The history of Jewish cemeteries in Italy is overly complex and troubled: their evolution is a key to understand the relationship between Italian Jewry and those in power in the various periods of time. From the ancient Jewish catacombs in Rome and Venosa, to the fields or ortacci (the bad vegetable gardens) outside the city walls in the Middle Ages: Jewish rites always intrigued society, so much so that in 1720 Alessandro Magnasco, one of the main exponents of the fantastic and grotesque style, painted a Jewish Funeral currently displayed in the  Musée d’art et d’historie du Judaïsme now permanently at the Louvre, that granted the loan for the exhibition.

1. Sinagoga di Bologna, prospettiva interna
1. Sinagoga di Bologna, prospettiva interna

Guido Muggia Eng., Bologna, 1951, Watercolours on cardboard 32,5 x 41 cm, Adv. Muggia Collection

The 1772 funeral column of Yehudah Leon Briel can also be seen in the exhibition. He was one of the most famous masters of Italian Judaism between the 17th and 18th centuries. Mantua was one of the cradles of Jewish cultural, artistic, and religious life. Another item on display is the precious bronze clad seat thatthe banker and Senator Ugo Pisa commissioned to the sculptor Mario Quadrelli in 1887 for the Jewish Section of Milan’s Monumental Cemetery.

Dario Disegni, President of MEIS, said that he hoped visitors could discover Italian cities in a new light thanks to the exhibition, appreciating their beauty, unknown to most, thus leading to a new appreciation discovering a piece of one’s history that is closer than one may have thought.

Case di vita. Synagogues and Cemeteries in Italy is more than just an exhibition: it is completed by a programme of initiatives involving all the City of Ferrara.  Exceptionally, and thanks to the cooperation with the city’s Jewish Community, it will be possible to visit Ferrara’s three synagogues – the German, Italian and the Fano rites, currently not open to the public, and to be found inside the building in via Mazzini that Ser Melli gave the Jews of Ferrara at the end of the 15th century. MEIS will also give you the opportunity to visit the Jewish cemetery of via delle Vigne, locus amoenus with its unique atmosphere, captured by Giorgio Bassani in the timeless garden of the Finzi-Contini’s.

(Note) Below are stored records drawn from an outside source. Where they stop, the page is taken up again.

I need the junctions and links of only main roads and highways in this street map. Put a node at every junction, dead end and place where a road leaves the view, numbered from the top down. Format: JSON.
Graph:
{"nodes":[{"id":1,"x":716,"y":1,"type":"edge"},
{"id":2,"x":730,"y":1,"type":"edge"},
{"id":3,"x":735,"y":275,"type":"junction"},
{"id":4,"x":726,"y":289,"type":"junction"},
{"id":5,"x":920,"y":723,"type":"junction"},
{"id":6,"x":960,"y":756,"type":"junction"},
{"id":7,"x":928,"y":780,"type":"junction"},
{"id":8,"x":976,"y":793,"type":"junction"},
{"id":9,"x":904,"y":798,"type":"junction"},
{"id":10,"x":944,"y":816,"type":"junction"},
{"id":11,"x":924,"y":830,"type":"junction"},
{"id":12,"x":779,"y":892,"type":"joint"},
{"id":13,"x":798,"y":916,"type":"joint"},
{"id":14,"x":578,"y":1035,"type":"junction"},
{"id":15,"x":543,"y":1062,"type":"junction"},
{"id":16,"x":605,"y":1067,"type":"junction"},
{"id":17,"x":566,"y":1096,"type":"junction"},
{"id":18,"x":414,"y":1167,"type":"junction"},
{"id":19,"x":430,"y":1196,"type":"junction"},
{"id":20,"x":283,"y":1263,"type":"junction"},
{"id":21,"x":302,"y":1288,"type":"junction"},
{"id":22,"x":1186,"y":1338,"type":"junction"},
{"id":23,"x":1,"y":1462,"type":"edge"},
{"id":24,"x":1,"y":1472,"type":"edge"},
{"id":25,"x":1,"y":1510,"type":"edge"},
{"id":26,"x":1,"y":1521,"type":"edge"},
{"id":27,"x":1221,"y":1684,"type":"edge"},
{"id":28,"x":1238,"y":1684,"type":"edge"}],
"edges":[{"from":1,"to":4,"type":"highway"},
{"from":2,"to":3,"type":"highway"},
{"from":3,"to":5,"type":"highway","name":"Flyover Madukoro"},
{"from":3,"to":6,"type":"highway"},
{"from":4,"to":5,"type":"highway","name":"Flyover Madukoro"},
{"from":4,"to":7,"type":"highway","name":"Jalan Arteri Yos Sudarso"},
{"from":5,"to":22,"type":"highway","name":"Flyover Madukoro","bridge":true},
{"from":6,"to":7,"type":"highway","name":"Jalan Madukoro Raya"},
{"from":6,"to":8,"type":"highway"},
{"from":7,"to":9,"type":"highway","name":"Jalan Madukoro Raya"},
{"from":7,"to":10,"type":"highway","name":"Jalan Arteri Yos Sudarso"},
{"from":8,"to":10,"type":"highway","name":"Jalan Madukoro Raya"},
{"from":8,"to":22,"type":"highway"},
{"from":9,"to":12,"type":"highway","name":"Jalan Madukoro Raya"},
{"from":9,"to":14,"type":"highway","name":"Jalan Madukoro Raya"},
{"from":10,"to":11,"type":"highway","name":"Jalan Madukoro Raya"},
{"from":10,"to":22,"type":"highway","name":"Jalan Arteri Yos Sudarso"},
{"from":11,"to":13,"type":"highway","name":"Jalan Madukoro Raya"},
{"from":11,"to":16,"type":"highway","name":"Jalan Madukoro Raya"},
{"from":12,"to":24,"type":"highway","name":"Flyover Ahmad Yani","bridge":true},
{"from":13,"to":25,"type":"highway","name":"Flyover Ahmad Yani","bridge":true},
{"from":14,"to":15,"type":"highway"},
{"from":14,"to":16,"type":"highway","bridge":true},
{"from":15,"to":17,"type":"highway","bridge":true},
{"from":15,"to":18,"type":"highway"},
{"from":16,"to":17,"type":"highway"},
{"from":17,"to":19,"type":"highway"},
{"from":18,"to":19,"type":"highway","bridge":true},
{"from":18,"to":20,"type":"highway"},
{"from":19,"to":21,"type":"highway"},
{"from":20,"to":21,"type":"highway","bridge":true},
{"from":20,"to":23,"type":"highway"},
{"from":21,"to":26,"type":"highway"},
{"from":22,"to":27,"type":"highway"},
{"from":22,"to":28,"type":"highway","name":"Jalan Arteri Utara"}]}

The exhibition also has a catalogue in Italian and English, published by Sagep with essays by architectural historians, Hebraists, and archaeologists. They touch with topics such as the development of the role of women in Synagogues, the presence of synagogues and Jewish cemeteries in Italian movies, as well as offering in depth discussions on cemeteries in the early Middle Ages and a review of post Holocaust Italian synagogues.